I answered a similar question in another thread, but I'll relist it here:

When you start up a tank with Aquasoil and good light to reach a carpet there are several steps you need to take to prevent nightmarish algae from turning your scape into a horrible mess. Even more so if its an iwagumi or is not heavily planted.

At startup:
.Run your lights about 4 hours a day.
.Change around 50% water daily 1st week, every other day 2nd week, etc.
.Use redundant organic removal media (carbon, purigen). 
.Provide good co2 
.Never, ever disturb the aquasoil. It's already loaded with ammonia and now you're releasing it into the water column at a higher rate.
.If possible, seed the filter or substrate with used substrate or biomedia.

All the above either eliminate organic waste before it turns into ammonia or reduces the effect the ammonia will have on growing algae.

I've started up countless tanks with ADA aquasoil and if you follow these procedures it should start up clean. No cloudy water or algae.


----------



## MiZuboov (Mar 14, 2017)

houseofcards said:


> I answered a similar question in another thread, but I'll relist it here:
> 
> When you start up a tank with Aquasoil and good light to reach a carpet there are several steps you need to take to prevent nightmarish algae from turning your scape into a horrible mess. Even more so if its an iwagumi or is not heavily planted.
> 
> ...


In fact, my mistake now is only that I switched on the light for 8 hours from the first day?


----------



## Smooch (May 14, 2016)

Your tank needs time to balance like any other tank. It doesn't matter if it is ADA tank or made from some other company. 

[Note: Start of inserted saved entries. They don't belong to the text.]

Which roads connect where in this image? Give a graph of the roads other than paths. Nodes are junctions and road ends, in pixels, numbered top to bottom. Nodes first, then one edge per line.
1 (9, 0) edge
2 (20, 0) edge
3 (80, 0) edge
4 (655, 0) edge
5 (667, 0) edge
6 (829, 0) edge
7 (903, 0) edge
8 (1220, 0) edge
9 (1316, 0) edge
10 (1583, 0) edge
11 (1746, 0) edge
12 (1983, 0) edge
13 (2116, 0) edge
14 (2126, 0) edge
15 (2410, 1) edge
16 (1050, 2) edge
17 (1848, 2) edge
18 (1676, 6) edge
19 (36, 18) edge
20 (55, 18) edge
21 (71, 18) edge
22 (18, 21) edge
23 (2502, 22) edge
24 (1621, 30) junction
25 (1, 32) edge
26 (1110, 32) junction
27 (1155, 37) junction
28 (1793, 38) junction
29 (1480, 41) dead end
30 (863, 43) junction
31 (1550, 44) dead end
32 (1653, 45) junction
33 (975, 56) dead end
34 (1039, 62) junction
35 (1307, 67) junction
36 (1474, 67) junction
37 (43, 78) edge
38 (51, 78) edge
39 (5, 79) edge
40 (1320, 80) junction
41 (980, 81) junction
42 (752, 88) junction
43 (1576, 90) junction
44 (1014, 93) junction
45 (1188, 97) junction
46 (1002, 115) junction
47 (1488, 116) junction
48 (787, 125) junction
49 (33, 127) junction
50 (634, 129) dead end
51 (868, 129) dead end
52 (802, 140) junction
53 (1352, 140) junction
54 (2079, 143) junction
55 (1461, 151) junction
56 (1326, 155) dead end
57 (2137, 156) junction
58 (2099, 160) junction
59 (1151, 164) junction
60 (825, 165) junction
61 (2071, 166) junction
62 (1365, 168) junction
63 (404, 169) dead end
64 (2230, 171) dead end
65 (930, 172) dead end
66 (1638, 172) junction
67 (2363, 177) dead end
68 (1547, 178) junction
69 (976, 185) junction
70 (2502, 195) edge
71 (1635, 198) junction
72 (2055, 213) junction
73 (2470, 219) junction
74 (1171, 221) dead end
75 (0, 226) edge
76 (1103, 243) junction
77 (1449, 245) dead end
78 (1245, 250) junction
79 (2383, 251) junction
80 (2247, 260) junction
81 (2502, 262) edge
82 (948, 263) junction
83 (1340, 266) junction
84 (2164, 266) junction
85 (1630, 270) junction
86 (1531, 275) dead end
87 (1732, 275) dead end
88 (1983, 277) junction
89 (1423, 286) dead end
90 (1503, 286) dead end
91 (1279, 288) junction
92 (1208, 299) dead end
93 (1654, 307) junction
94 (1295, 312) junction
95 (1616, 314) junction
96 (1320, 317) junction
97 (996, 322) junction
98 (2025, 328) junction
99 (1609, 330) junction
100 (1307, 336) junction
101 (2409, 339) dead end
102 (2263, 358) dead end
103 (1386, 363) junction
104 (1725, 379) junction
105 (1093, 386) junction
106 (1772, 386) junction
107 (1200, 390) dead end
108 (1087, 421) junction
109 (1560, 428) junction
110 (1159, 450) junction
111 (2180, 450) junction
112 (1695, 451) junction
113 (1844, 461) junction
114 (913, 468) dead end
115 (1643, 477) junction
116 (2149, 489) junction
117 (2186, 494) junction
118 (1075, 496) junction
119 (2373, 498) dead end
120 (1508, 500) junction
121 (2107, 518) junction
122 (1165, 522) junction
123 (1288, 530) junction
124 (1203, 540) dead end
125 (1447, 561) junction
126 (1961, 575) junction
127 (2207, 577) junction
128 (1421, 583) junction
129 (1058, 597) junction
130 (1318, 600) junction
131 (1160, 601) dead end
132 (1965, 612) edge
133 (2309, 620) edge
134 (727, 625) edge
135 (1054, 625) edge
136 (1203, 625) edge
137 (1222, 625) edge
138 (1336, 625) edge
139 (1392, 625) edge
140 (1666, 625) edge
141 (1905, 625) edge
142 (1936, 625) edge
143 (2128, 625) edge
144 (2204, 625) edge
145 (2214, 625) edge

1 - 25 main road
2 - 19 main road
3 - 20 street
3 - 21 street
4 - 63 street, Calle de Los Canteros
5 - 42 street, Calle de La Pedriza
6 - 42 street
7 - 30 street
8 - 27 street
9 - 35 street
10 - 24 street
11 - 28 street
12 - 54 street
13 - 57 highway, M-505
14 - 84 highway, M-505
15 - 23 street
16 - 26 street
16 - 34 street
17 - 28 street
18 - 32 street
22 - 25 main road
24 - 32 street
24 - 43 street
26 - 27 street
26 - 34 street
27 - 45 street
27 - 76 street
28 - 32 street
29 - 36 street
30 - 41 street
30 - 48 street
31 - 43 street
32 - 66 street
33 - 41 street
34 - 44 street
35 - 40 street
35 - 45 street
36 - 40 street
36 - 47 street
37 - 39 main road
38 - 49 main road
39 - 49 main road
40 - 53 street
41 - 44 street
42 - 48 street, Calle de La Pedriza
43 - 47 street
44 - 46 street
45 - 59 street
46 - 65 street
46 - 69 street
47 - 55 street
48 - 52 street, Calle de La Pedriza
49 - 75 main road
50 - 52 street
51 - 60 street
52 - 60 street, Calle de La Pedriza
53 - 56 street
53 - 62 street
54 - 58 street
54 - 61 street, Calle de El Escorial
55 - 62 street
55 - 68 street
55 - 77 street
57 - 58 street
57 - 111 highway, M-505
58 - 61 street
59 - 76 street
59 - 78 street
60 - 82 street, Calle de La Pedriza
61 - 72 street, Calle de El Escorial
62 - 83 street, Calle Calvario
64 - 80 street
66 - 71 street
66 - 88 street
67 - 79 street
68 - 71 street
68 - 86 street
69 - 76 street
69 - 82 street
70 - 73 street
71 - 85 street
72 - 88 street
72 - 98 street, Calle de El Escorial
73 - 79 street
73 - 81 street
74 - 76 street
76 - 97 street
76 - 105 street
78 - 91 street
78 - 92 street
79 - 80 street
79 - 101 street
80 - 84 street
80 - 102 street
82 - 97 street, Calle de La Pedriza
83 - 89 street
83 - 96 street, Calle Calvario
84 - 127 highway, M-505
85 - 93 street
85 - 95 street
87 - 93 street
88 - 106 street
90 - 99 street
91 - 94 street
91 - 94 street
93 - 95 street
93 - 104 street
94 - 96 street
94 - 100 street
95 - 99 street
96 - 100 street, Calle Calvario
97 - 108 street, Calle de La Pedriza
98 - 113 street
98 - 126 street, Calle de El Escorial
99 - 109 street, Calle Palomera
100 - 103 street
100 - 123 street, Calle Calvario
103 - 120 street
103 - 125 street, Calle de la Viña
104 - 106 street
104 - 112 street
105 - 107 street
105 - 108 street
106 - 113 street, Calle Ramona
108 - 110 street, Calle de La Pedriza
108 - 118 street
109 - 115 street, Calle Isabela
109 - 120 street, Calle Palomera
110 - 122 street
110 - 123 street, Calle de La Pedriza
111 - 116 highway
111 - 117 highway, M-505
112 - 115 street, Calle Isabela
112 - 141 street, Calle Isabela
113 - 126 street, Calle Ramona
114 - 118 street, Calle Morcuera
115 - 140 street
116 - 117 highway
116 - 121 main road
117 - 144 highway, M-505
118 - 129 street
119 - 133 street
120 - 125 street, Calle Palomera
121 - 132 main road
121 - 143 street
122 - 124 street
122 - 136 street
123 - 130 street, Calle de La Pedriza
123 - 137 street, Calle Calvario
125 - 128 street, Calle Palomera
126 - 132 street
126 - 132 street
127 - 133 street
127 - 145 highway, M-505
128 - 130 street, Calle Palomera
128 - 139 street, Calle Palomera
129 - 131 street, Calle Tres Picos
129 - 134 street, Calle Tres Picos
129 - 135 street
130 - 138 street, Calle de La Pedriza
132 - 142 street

Too much light with high organics in the water will cause algae. Using carbon or Purigen as suggested will help with controlling the organics and the water changes will remove them. Once your tank is balanced which takes a few months, these issues will go away.


----------



## houseofcards (Mar 21, 2009)

Sounds like you did pretty much everything right, but the lighting is a big one. I'm not sure why ADA doesn't mention this in their information (or I haven't seen it). Running 2x150mh on a 46G or so tank at 8 hours with just a carpet type plant is extremely difficult in terms of keeping algae away. Not sure how high from the surface the light were. 

Everything I mentioned as you know is PREVENTIVE, of course it's possible to start a tank with longer light periods, but it depends on the setup (plant mass, growth, light), etc. It's much better to be preventive than reactive. Hard to say since every tank is different, but get rid of algae and slowly increase lighting period.


----------